Starting login server...
Login server ready
Processing client connection for V4(127.0.0.1:50674)
24:[1, 2, 0, 248, 2, 51, 90, 157, 67, 190, 82, 152, 67, 117, 129, 230, 66, 1, 0, 0, 0, 1, 0, 49]
Sending character list

Yamaken · May 28, 2020

Lessaire said:
Decoupling the database driver into a microservice is definitely achievable, but I don't think it really buys as much as you believe. It's a headless horseman.

You mean a mula sem cabeça?

Headless Mule - Wikipedia

en.wikipedia.org

Lessaire said:
Clean separation of model and presentation? That is a fever dream. Domain Driven Design rarely works in games, and in the cases that it does, it's only by the sheer willpower of a lead engineer. It would never work in a FOSS project that relies on hobby time. Real-time games are basically the very manifestation of boundary leakage. Decoupling the persistence of state is one thing, but divorcing it is not possible. At least not in any fashion that will give the players good UX.

I don't understand anything you said here, but i think my aim is to decouple persistence and build a clean interface that can be used for both the game engine and website code. I just don't want the engine touching the sql/persistence code and i want it to be async.
Another major issue is how the website commands interacts with the engine, you just can't be sure that they will overwrite the same database data thus creating a bug/miss behavior. I hate the fact that the character needs to be offiline so the website can do many things and i hate how hacky is the communication between engine and website.

Lessaire said:
I don't think we really can look to Cip's infrastructure as a role model here. By the time you need topology-aware geo-partitioned multi-region database clusters with observer replicas to alleviate initial fail-over latency, you are so far beyond the capabilities of an informal collective of hobby MMO engine developers it's comical.

I don't think you understand what i said before. A centralized service that handles account data so you can have the same account for characters in different hosts/instances/game engine. The world/instance data(including characters) would be near or together the instance/host/game engine.

Lessaire said:
I think this REST microservice idea is beginning to grow on me... if only because it makes what I think is a far more important goal less problematic: Bound variable prepared statements. There is a mountain of execution plan performance just sitting there on the table for the taking.

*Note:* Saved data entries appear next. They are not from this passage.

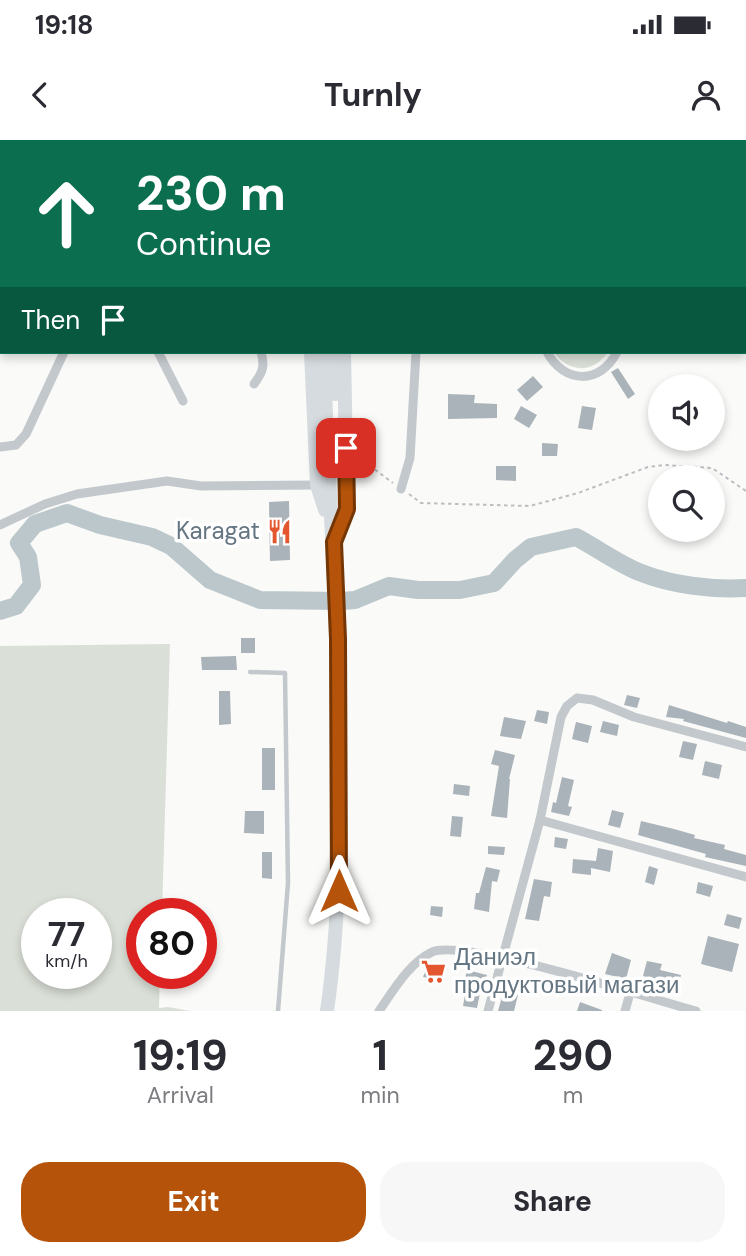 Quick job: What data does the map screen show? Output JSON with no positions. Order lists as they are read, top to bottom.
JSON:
{
  "places": {
    "restaurant": ["Karagat"],
    "supermarket": ["Даниэл продуктовый магази"]
  },
  "page": {
    "status": "19:18",
    "header": "Turnly",
    "turn": ["230 m", "Continue"],
    "then": "Then",
    "speed": "77 km/h",
    "limit": "80",
    "eta": [
      "19:19",
      "Arrival",
      "1",
      "min",
      "290",
      "m"
    ],
    "buttons": ["Exit", "Share"]
  }
} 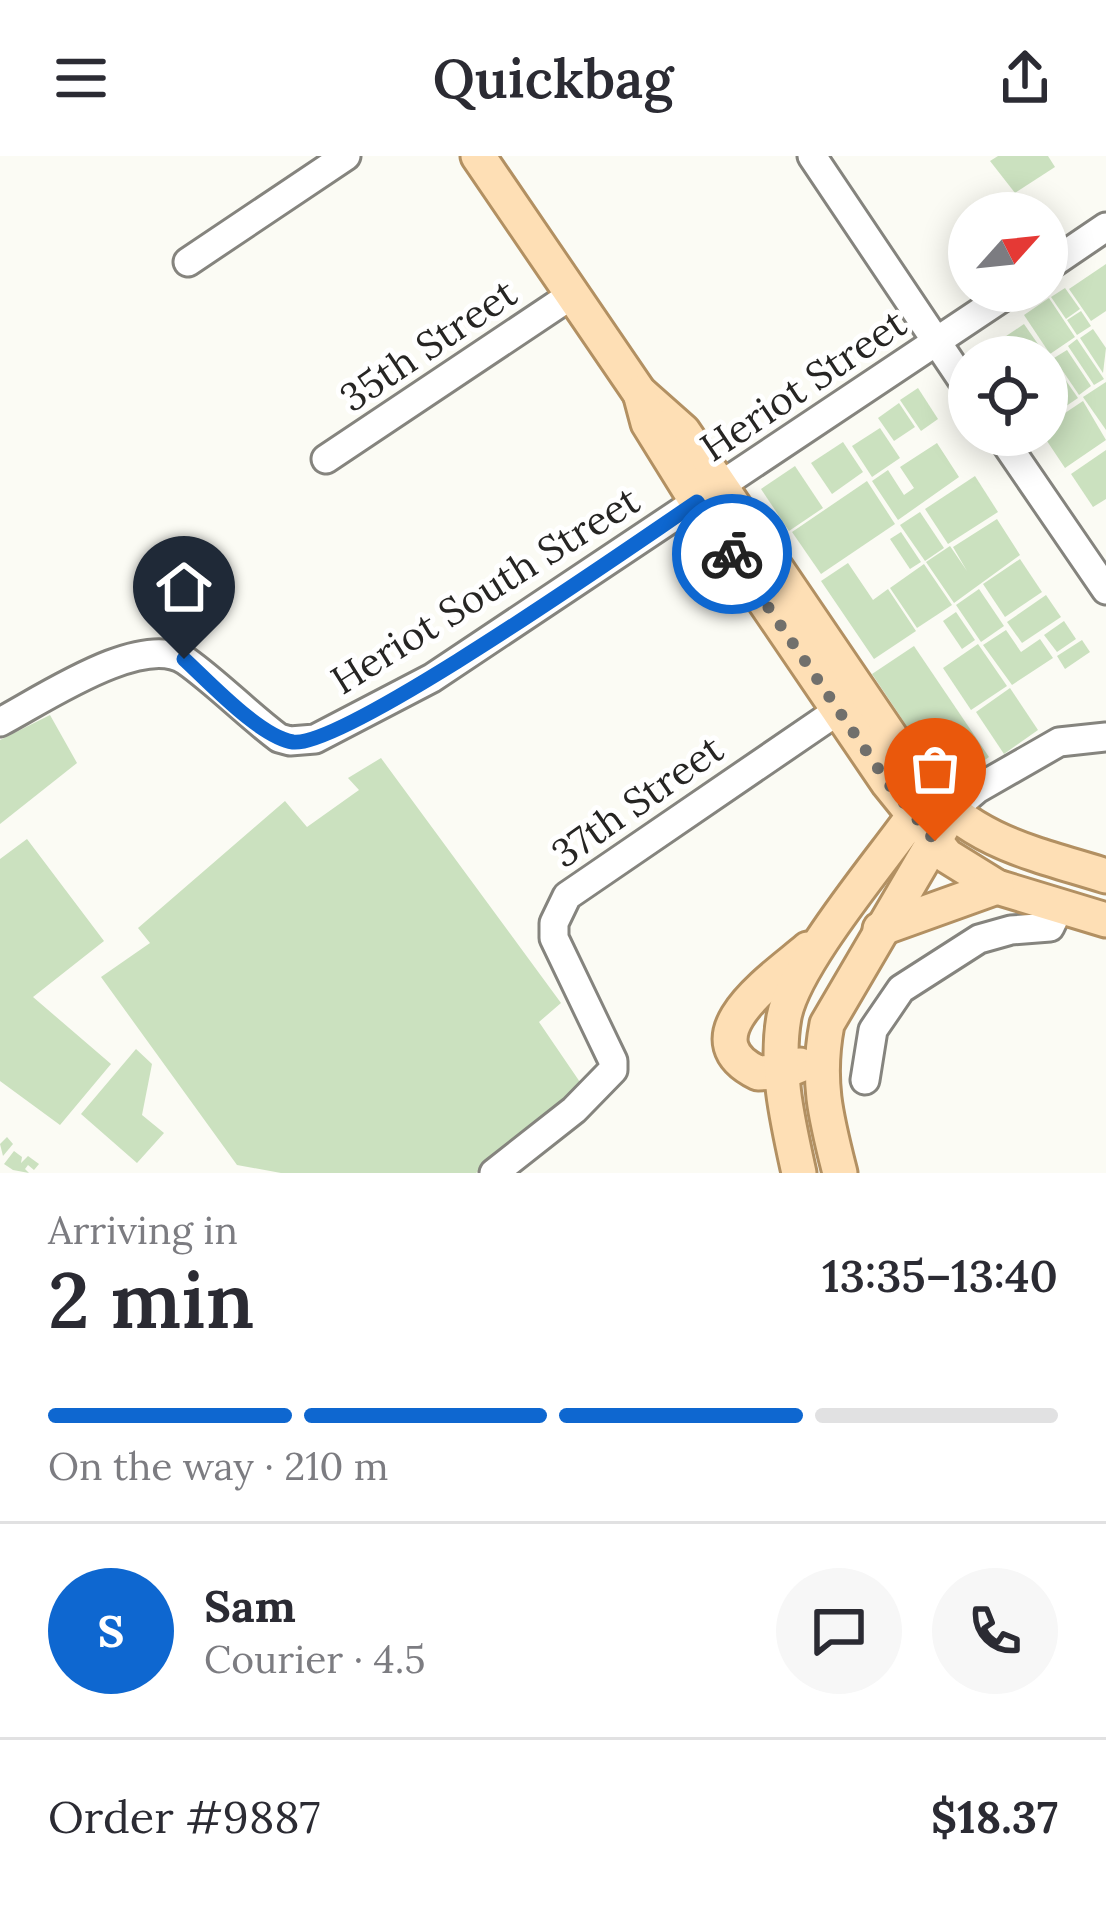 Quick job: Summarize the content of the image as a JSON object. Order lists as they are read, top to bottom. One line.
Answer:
{"streets":{"street":["35th Street","Heriot Street","Heriot South Street","37th Street"]},"crossings":[["Heriot Street","Heriot South Street"]],"north":"top right","page":{"header":"Quickbag","heading":["2 min","Arriving in","13:35–13:40"],"panel":["Sam","Courier · 4.5","Order #9887","$18.37"],"bar":"On the way · 210 m","round":"S"}} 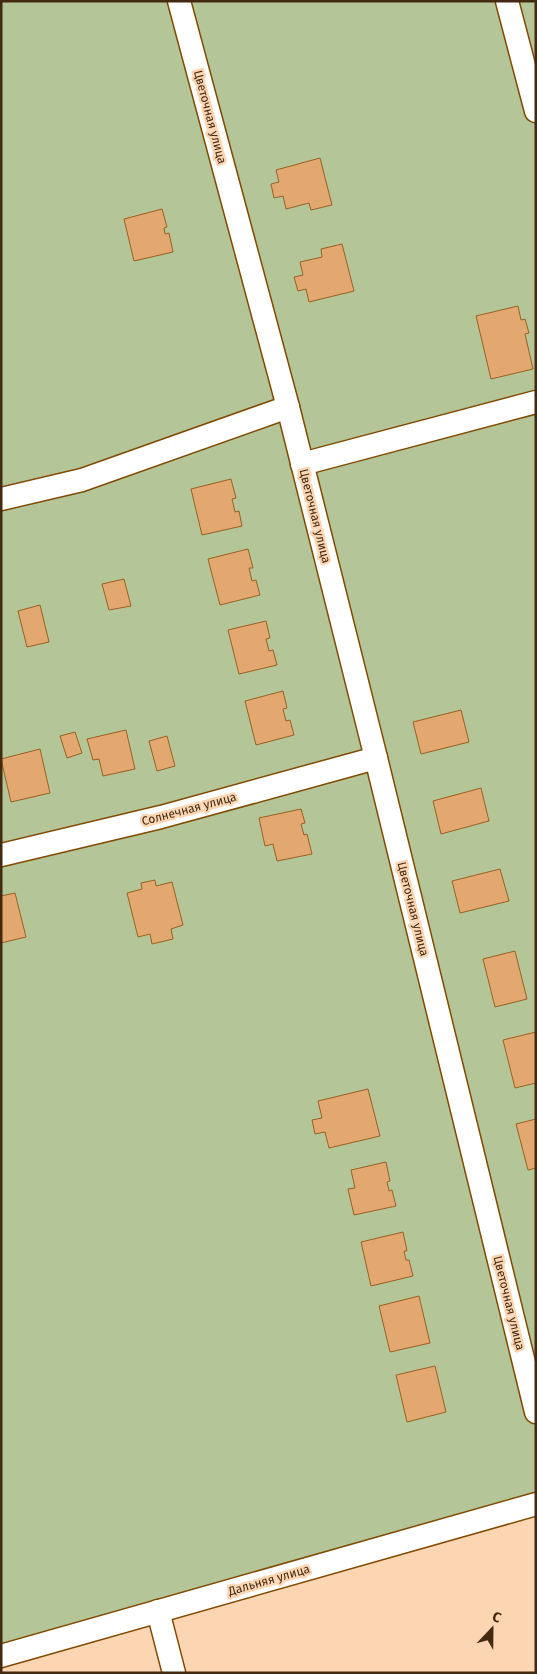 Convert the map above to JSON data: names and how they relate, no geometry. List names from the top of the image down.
{
  "streets": {
    "street": ["Цветочная улица", "Солнечная улица", "Дальняя улица"]
  },
  "crossings": [
    ["Цветочная улица", "Солнечная улица"]
  ],
  "north": "top"
}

Elaborate more. Like building the whole data for a request like saving a character and then send it as whole in one rest api call?

Lessaire · May 29, 2020

Yamaken said:
You mean a mula sem cabeça?

I mean, the headless horseman has his dead detached. But he still has to carry it everywhere. So what has it gained him?

Yamaken said:
I don't understand anything you said here, but i think my aim is to decouple persistence and build a clean interface that can be used for both the game engine and website code. I just don't want the engine touching the sql/persistence code and i want it to be async.
Another major issue is how the website commands interacts with the engine, you just can't be sure that they will overwrite the same database data thus creating a bug/miss behavior. I hate the fact that the character needs to be offiline so the website can do many things and i hate how hacky is the communication between engine and website.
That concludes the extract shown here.